Terriblement surpris. Pour moi elle exprime une véritable hystérie raciste. Que des gens aillent jusqu’à pétitionner pour demander mon licenciement (NDLR : 4.500 signatures) ; qu’un juriste comme Me Uyttendaele dise qu’il faut exclure Chichah (de l’ULB) : il faudrait peut-être rappeler à ce brillant juriste les notions de présomption d’innocence et de droit à la défense. Que des gens demandent qu’une commission disciplinaire soit organisée pour juger ce que j’ai fait, ça, je l’entends bien, mais que déjà on anticipe la comparution devant la commission disciplinaire pour demander la sanction, on n’a même pas fait ça pour Dutroux ! Ce qu’on me reproche à juste titre, c’est d’avoir participé à un chahut. Ce qu’on me reproche injustement, et je peux le démontrer, c’est d’avoir censuré Caroline Fourest.
Votre intention était quand même de ne pas la laisser s’exprimer ?
Mon intention n’était pas de l’empêcher de parler. Sur les vidéos tournées, le président de séance Guy Haarscher me prend à partie nommément. Il a cette phrase terrible : « J’ai toujours su que vous aviez une burqa dans la tête. Merci pour votre coming-out ». Cette phrase est surtout inacceptable dans la bouche d’un collègue. Pourquoi est-ce qu’il le fait ? Très certainement pour discréditer ma parole. J’en ai appelé à la solidarité de la salle en scandant « burqa bla-bla » et j’ai entamé l’exposé de mes motifs. Qu’est ce qui motive le chahut ? Le problème, ce n’est pas l’extrême droite, mais bien les thèses d’extrême droite. Et le fait qu’elles soient reprises par des gens qui se disent à gauche ne les rend pas plus honorables. J’interpelle Mme Fourest sur son texte « The War for Eurabia » (un article publié dans le Wall Street Journal en 2005), elle fait un signe à la régie et mon micro est coupé.
Vous n’auriez pas pu prendre la parole lors de la partie questions-réponses de ce débat ? Pourquoi cette action démonstrative ?
Pour, d’abord, le double standard en matière d’expression à l’Université. Il n’est pas normal que des gens puissent avoir une tribune libre ou au contraire être censurés en fonction de leur condition sociale. J’accuse l’Université, j’accuse le recteur, de m’avoir déjà censuré et de ne pas s’être émus lorsque Sosnowski et ses comparses ont chahuté la conférence à laquelle je participais (en septembre) et qui s’est terminée aussi abruptement.
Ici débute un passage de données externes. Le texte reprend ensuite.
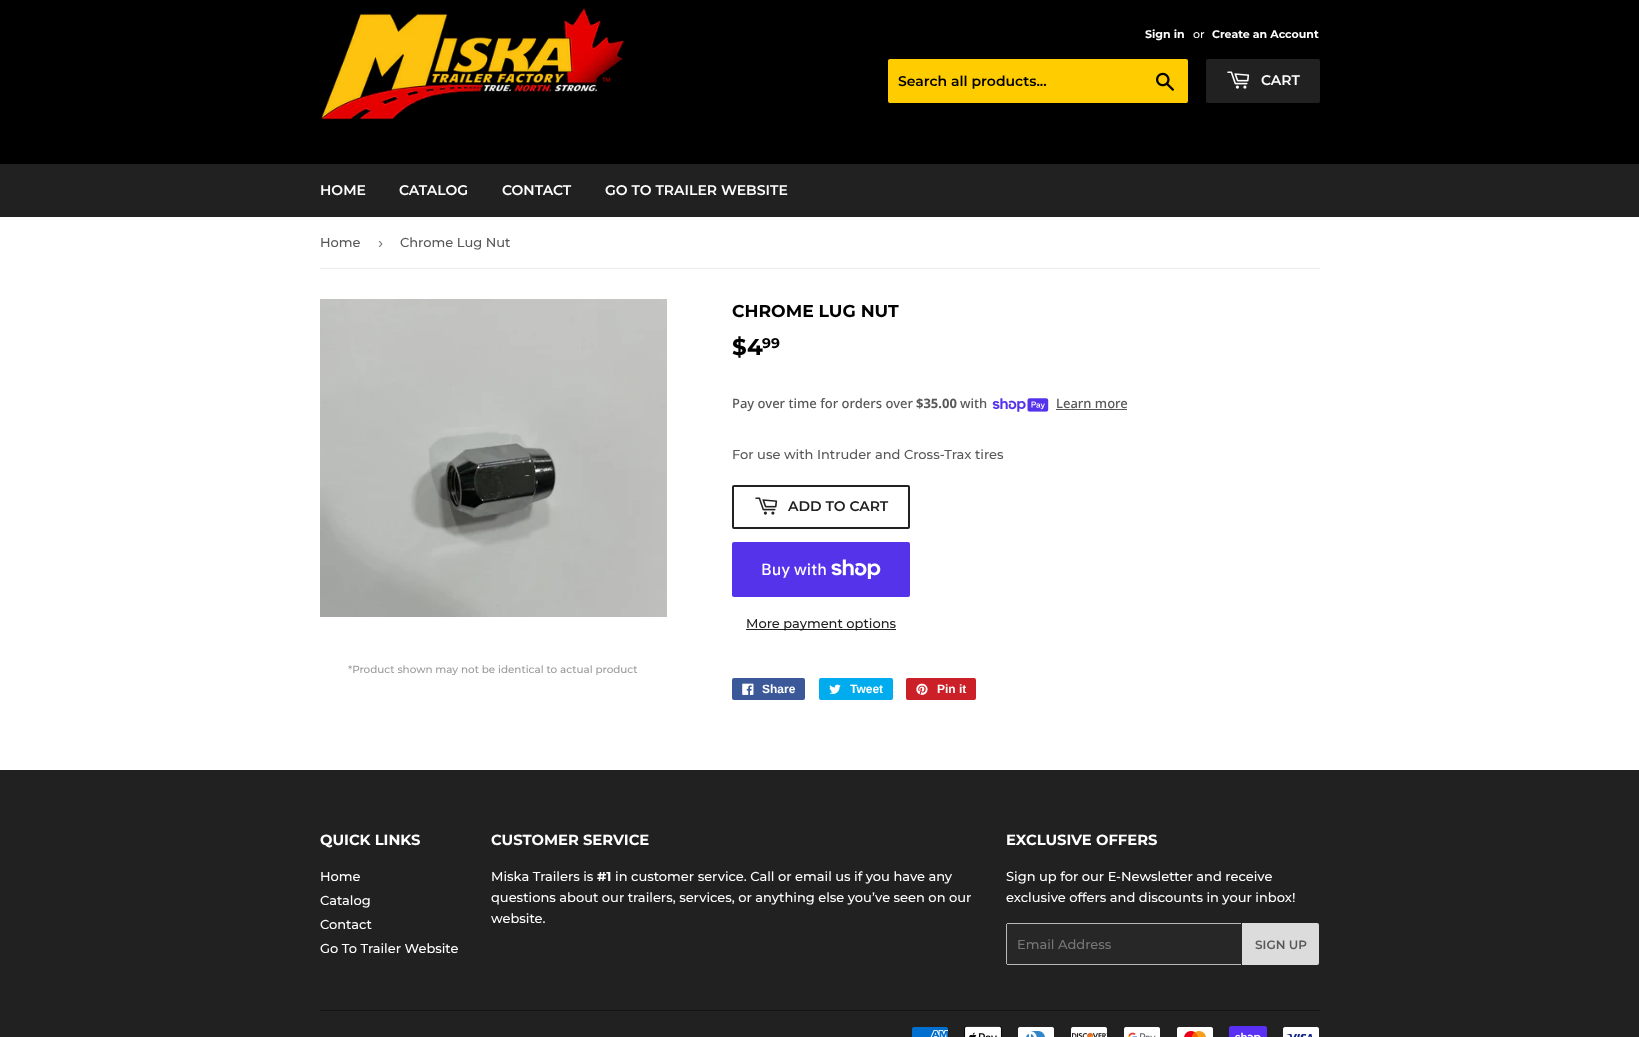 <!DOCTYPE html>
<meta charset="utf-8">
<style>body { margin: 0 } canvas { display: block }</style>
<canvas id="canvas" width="1639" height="1037"></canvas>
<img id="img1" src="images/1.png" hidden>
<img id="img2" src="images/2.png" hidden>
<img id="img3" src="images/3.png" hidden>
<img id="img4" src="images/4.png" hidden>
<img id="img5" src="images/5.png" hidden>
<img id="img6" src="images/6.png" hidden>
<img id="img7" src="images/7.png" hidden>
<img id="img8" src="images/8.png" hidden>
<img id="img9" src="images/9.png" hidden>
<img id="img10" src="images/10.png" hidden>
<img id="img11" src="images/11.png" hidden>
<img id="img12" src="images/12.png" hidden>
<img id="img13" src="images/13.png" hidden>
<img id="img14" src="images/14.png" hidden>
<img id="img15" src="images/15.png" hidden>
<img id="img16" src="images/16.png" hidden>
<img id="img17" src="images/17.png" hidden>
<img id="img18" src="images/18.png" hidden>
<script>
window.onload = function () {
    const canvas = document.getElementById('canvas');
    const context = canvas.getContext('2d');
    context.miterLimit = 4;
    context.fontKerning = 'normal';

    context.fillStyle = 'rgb(255, 255, 255)';
    context.fillRect(0, 0, 1639, 1037);
    context.fillStyle = 'rgb(0, 0, 0)';
    context.fillRect(0, 0, 1639, 164);
    context.drawImage(document.getElementById('img1'), 321, 8, 303, 112);
    context.fillStyle = 'rgb(255, 204, 0)';
    context.beginPath();
    context.roundRect(888, 59, 300, 44, 2);
    context.fill();
    context.drawImage(document.getElementById('img2'), 1156, 72, 18, 19);
    context.fillStyle = 'rgb(33, 33, 33)';
    context.beginPath();
    context.roundRect(1206, 59, 114, 44, 2);
    context.fill();
    context.drawImage(document.getElementById('img3'), 1227, 71, 23, 18);
    context.fillRect(0, 164, 1639, 53);
    context.fillStyle = 'rgb(236, 236, 236)';
    context.fillRect(320, 268, 1000, 1);
    context.drawImage(document.getElementById('img4'), 320, 299, 347, 318);
    context.drawImage(document.getElementById('img5'), 992, 398, 57, 14);
    context.fillStyle = 'rgb(88, 88, 88)';
    context.fillRect(1056, 409, 71, 1);
    context.beginPath();
    context.roundRect(733, 486, 176, 42, 1);
    context.strokeStyle = 'rgb(33, 33, 33)';
    context.lineWidth = 2;
    context.stroke();
    context.drawImage(document.getElementById('img6'), 755, 497, 23, 18);
    context.fillStyle = 'rgb(84, 51, 235)';
    context.beginPath();
    context.roundRect(732, 542, 178, 55, 2);
    context.fill();
    context.drawImage(document.getElementById('img7'), 831, 559, 50, 20);
    context.fillStyle = 'rgb(33, 33, 33)';
    context.fillRect(746, 629, 150, 1);
    context.fillStyle = 'rgb(59, 89, 152)';
    context.beginPath();
    context.roundRect(732, 678, 73, 22, 2);
    context.fill();
    context.drawImage(document.getElementById('img8'), 742, 683, 12, 12);
    context.fillStyle = 'rgb(0, 172, 237)';
    context.beginPath();
    context.roundRect(819, 678, 74, 22, 2);
    context.fill();
    context.drawImage(document.getElementById('img9'), 829, 684, 12, 10);
    context.fillStyle = 'rgb(203, 32, 39)';
    context.beginPath();
    context.roundRect(906, 678, 70, 22, 2);
    context.fill();
    context.drawImage(document.getElementById('img10'), 916, 683, 12, 12);
    context.fillStyle = 'rgb(33, 33, 33)';
    context.fillRect(0, 770, 1639, 267);
    context.fillStyle = 'rgb(39, 39, 39)';
    context.beginPath();
    context.roundRect(1006, 923, 236, 42, 2);
    context.fill();
    context.fillStyle = 'rgb(185, 185, 185)';
    context.fillRect(1007, 923, 234, 1);
    context.fillRect(1007, 964, 234, 1);
    context.fillRect(1006, 924, 1, 40);
    context.fillStyle = 'rgb(220, 220, 220)';
    context.beginPath();
    context.roundRect(1242, 923, 77, 42, [0, 2, 2, 0]);
    context.fill();
    context.fillStyle = 'rgb(20, 20, 20)';
    context.fillRect(320, 1010, 1000, 1);
    context.drawImage(document.getElementById('img11'), 912, 1027, 36, 10);
    context.drawImage(document.getElementById('img12'), 964, 1026, 38, 11);
    context.drawImage(document.getElementById('img13'), 1018, 1027, 36, 10);
    context.drawImage(document.getElementById('img14'), 1071, 1027, 36, 10);
    context.drawImage(document.getElementById('img15'), 1124, 1027, 36, 10);
    context.drawImage(document.getElementById('img16'), 1177, 1027, 36, 10);
    context.drawImage(document.getElementById('img17'), 1229, 1026, 38, 11);
    context.drawImage(document.getElementById('img18'), 1283, 1027, 36, 10);
    context.font = 'bold 11px Montserrat';
    context.fillStyle = 'rgb(255, 255, 255)';
    context.fillText('Sign in', 1145, 38);
    context.font = '500 11px Montserrat';
    context.fillText('or', 1193, 38);
    context.font = 'bold 11px Montserrat';
    context.fillText('Create an Account', 1212, 38);
    context.font = '600 14px Montserrat';
    context.fillStyle = 'rgb(0, 0, 0)';
    context.fillText('Search all products...', 898, 86);
    context.fillStyle = 'rgb(255, 255, 255)';
    context.fillText('CART', 1261, 85);
    context.fillText('HOME', 320, 195);
    context.fillText('CATALOG', 399, 195);
    context.fillText('CONTACT', 502, 195);
    context.fillText('GO TO TRAILER WEBSITE', 605, 195);
    context.font = '500 13px Montserrat';
    context.fillStyle = 'rgb(88, 88, 88)';
    context.fillText('Home', 320, 247);
    context.font = '15px Liberation Sans';
    context.fillStyle = 'rgb(118, 118, 118)';
    context.fillText('›', 378, 248);
    context.font = '500 13px Montserrat';
    context.fillStyle = 'rgb(88, 88, 88)';
    context.fillText('Chrome Lug Nut', 400, 247);
    context.font = '500 10.4px Montserrat';
    context.fillStyle = 'rgb(153, 153, 153)';
    context.fillText('*Product shown may not be identical to actual product', 348, 673);
    context.font = 'bold 17.25px Montserrat';
    context.fillStyle = 'rgb(0, 0, 0)';
    context.fillText('CHROME LUG NUT', 732, 317);
    context.font = 'bold 23px Montserrat';
    context.fillText('$4', 732, 355);
    context.font = 'bold 14px Montserrat';
    context.fillText('99', 762, 348);
    context.font = '500 13px Noto Sans';
    context.fillStyle = 'rgb(88, 88, 88)';
    context.fillText('Pay over time for orders over', 732, 408);
    context.font = 'bold 13px Noto Sans';
    context.fillText('$35.00', 916, 408);
    context.font = '500 13px Noto Sans';
    context.fillText('with', 960, 408);
    context.fillText('Learn more', 1056, 408);
    context.font = '500 13px Montserrat';
    context.fillText('For use with Intruder and Cross-Trax tires', 732, 459);
    context.font = '600 14px Montserrat';
    context.fillStyle = 'rgb(33, 33, 33)';
    context.fillText('ADD TO CART', 788, 511);
    context.font = '500 16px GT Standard';
    context.fillStyle = 'rgb(255, 255, 255)';
    context.fillText('Buy with', 761, 575);
    context.font = '500 13px Montserrat';
    context.fillStyle = 'rgb(33, 33, 33)';
    context.fillText('More payment options', 746, 628);
    context.font = 'bold 12px Liberation Sans';
    context.fillStyle = 'rgb(255, 255, 255)';
    context.fillText('Share', 762, 693);
    context.fillText('Tweet', 850, 693);
    context.fillText('Pin it', 937, 693);
    context.font = 'bold 14.75px Montserrat';
    context.fillText('QUICK LINKS', 320, 845);
    context.font = '500 13px Montserrat';
    context.fillText('Home', 320, 881);
    context.fillText('Catalog', 320, 905);
    context.fillText('Contact', 320, 929);
    context.fillText('Go To Trailer Website', 320, 953);
    context.font = 'bold 14.75px Montserrat';
    context.fillText('CUSTOMER SERVICE', 491, 845);
    context.font = '500 13px Montserrat';
    context.fillText('Miska Trailers is', 491, 881);
    context.font = 'bold 13px Montserrat';
    context.fillText('#1', 597, 881);
    context.font = '500 13px Montserrat';
    context.fillText('in customer service. Call or email us if you have any', 615, 881);
    context.fillText('questions about our trailers, services, or anything else you’ve seen on our', 491, 902);
    context.fillText('website.', 491, 923);
    context.font = 'bold 14.75px Montserrat';
    context.fillText('EXCLUSIVE OFFERS', 1006, 845);
    context.font = '500 13px Montserrat';
    context.fillText('Sign up for our E-Newsletter and receive', 1006, 881);
    context.fillText('exclusive offers and discounts in your inbox!', 1006, 902);
    context.fillStyle = 'rgb(118, 118, 118)';
    context.fillText('Email Address', 1017, 949);
    context.font = '600 12px Montserrat';
    context.fillStyle = 'rgb(88, 88, 88)';
    context.fillText('SIGN UP', 1255, 949);
};
</script>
Là, ça n’a ému personne.
Deuxièmement, je crois qu’on peut discuter si Fourest est raciste ou pas. Les participants pensent qu’elle est raciste. La thèse développée par son article « War for Eurabia » est portée par toutes les extrêmes droites. Je rappelle que le terme Eurabia revient comme un refrain dans les écrits de Breivik (le tueur norvégien, NDLR). Je ne dis pas que Mme Fourest est raciste. Je dis que ses énoncés sont racistes. Que cet article est musulmanophobe. Que Mme Fourest ne fasse pas l’objet d’un débat contradictoire, c’est choquant. C’est cela qui provoque la colère des participants.
Vous dites promouvoir la liberté d’expression et être favorable à de vrais débats. Ce soir-là, ça a raté.
Ça m’a fait penser à ces scènes de football où l’attaquant ne pouvant pas marquer le but se laisse tomber pour réclamer un carton rouge contre son adversaire. A un certain moment, le recteur a annoncé la suspension des débats. Les manifestants ont quitté la salle. Rien n’empêchait le débat de reprendre. Nous condamnons le fait que les autorités académiques ont décidé d’arrêter ce débat. S’il y a un espace où les chahuts ont leur place, c’est dans les universités et dans les parlements.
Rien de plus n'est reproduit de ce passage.